My boy was waking up wet a lot older than is typical, and here is what we did. We happened to have some plastic graduated beakers that held about 800 ml and were clearly marked to measure volume. I showed him how to read the volume on them and we kept them in the bathroom. I encouraged him during the day, when he was home and could go to the bathroom whenever he wanted to, to try to hold it a little longer each time and see what he could get that volume up to. This is sometimes described as "bladder stretching" but I think it was really more about being aware of the sensation of needing to pee, but not immediately peeing in response to it. We are talking about a child old enough to understand 3 digit numbers, a child who goes to school and goes on sleepovers etc. Not a 3 year-old, more like 5+ or 6. Old enough to pee into a cup, note the number, pour the pee into the toilet and rinse the cup.

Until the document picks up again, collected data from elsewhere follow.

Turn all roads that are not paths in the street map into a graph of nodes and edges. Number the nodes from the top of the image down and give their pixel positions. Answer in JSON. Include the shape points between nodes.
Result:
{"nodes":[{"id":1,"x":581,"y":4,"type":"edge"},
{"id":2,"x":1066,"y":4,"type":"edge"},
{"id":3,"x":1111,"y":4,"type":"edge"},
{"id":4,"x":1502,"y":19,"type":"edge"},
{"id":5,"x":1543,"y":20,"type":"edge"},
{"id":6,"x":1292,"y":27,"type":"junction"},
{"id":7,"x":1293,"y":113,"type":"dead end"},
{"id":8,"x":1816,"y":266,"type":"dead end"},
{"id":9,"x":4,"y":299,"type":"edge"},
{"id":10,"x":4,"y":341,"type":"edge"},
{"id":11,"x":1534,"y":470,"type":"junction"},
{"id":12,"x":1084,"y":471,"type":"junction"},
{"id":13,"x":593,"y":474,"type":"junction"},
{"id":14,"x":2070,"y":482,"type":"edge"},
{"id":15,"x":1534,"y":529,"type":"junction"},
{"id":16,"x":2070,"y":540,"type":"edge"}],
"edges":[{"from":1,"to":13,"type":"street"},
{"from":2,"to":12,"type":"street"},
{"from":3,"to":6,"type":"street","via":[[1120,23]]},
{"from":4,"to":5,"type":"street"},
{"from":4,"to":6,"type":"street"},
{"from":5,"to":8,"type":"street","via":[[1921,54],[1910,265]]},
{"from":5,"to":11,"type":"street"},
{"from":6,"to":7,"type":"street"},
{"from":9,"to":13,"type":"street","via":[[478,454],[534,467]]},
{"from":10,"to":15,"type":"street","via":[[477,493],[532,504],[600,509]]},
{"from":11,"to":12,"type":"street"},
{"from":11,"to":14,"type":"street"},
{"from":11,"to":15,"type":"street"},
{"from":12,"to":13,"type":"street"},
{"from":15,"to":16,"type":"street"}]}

The theory was that over time, he would not just pee while asleep, but would resist the urge until it got a little stronger, strong enough to wake him up. And in the meantime he would feel that he was doing something towards waking up dry.
Did it work? Of course. Well, something worked. Perhaps time passed and his bladder got larger. Perhaps he learned to wake up or he learned to sleep through. Perhaps doing something about it got the message across that he could change this, without making him feel bad for what was happening. Whatever the cause, he began to wake up dry more often than not, and then the whole thing was just a memory.
Certainly a teen is old enough to buy into something like this. It's not behaviour mod or sleep alarms, and clearly he has either less bladder capacity than those who can sleep through, or less awareness of the need to pee than those who wake up. So perhaps such an exercise can help.